A Gramophone review of the only recording of the final version, which it called "the composer’s definitive conception of the work as enhanced chamber music", said that "there can be no such thing as a sanitised‚ lushly comforting Pli selon Pli. The music remains Boulez's most extended engagement with the modernist aesthetic‚ especially in the concluding "Tombeau"‚ which so determinedly resists that very continuity and coherent cumulation to which it seems to aspire". It described the composition as "a work which sums up the composer's vision of art and life in the years before he found his way to a viable electroacoustic technique and a more stable view of musical structure." Another assessment from early in the 21st century called Pli selon Pli Boulez's "perhaps greatest score", which "carved out a particular sound, ethos, and way of measuring musical time that no work–by Boulez or anyone else–has since followed up, let alone equaled."

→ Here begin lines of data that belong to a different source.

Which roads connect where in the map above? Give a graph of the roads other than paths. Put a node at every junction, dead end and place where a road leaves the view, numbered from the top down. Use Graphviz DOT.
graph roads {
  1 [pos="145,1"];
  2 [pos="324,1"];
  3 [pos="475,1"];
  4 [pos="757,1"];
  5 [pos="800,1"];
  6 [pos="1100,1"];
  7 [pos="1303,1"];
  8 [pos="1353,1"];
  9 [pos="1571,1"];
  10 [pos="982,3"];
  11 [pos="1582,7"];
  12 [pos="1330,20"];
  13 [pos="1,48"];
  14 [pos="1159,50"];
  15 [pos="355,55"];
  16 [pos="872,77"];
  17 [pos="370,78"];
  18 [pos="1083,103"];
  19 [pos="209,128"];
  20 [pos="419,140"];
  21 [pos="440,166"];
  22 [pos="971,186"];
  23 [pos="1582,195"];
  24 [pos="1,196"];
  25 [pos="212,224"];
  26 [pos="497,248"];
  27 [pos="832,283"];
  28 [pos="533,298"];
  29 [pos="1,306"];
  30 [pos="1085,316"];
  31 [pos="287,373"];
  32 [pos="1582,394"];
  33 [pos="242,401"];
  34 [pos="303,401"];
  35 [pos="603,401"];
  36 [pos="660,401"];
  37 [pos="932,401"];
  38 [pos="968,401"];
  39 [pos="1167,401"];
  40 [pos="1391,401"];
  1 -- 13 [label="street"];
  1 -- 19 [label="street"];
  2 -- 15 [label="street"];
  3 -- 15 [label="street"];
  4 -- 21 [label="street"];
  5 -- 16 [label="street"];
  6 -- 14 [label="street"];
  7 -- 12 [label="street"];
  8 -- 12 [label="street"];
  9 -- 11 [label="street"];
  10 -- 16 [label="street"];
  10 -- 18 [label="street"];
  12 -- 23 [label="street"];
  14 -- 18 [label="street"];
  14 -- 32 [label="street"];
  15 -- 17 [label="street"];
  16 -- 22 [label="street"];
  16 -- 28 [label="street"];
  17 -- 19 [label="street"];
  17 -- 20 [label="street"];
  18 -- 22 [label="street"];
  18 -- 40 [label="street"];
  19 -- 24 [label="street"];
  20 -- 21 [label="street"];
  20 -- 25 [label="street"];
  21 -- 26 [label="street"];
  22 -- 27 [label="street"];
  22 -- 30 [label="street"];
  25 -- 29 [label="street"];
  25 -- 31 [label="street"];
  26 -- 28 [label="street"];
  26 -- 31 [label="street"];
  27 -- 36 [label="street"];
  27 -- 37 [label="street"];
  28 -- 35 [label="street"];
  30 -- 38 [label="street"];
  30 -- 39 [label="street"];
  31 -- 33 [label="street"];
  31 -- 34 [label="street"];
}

Discussing the work in 2013, composer and conductor Matthias Pintscher said:

In Pli selon pli, the sonorities are exquisite, and they have really also influenced my own writing. Thanks to the amazing metallic sounds Boulez uses – harps, percussion, celeste, the most excessive writing for tubular bells that had ever been heard in music history – he creates an illusion of sustaining, sostenuto sounds. The resonance of all those metallic instruments has intrigued me since I was very young. Mallarmé's words ... allow our imaginations to create our own experiences and associations.... Boulez takes us by the hand and leads us into this astonishingly beautiful garden and we are free to walk around it in any direction we choose.... And this work is emotionally very strong, because it's great music! It's like Ravel, in that it conveys such a strong and powerful emotion under all these layers of thought and pristine construction.... It leaves you completely emotionally torn, asking questions – what condition are we in? How do we go forward? We are so shaken by it, and now it's our turn to move on, or to try to. It's overwhelming.

Composer and pianist Anthony Cheung said that "The use of percussion in Pli selon pli, the Improvisations sur Mallarmé, the exotic, heightened resonance of that world, has been particularly influential for me."

==Recordings==
The work has been recorded three times: in 1969 with soprano Halina Łukomska and the BBC Symphony Orchestra; in 1981 with soprano Phyllis Bryn-Julson and the same orchestra; and in 2000 with soprano Christine Schäfer and the Ensemble InterContemporain. Boulez conducted all three recordings. Only the third recording presents the work in its final form. In 1983, comparing the first two recordings, Paul Griffiths noted the latter's markedly longer playing times and wrote: "Boulez in 1969 appears to have been excited with a work that was still new; in 1981 he was looking back on it with affection, certainly, but perhaps too with a faint sense of regret."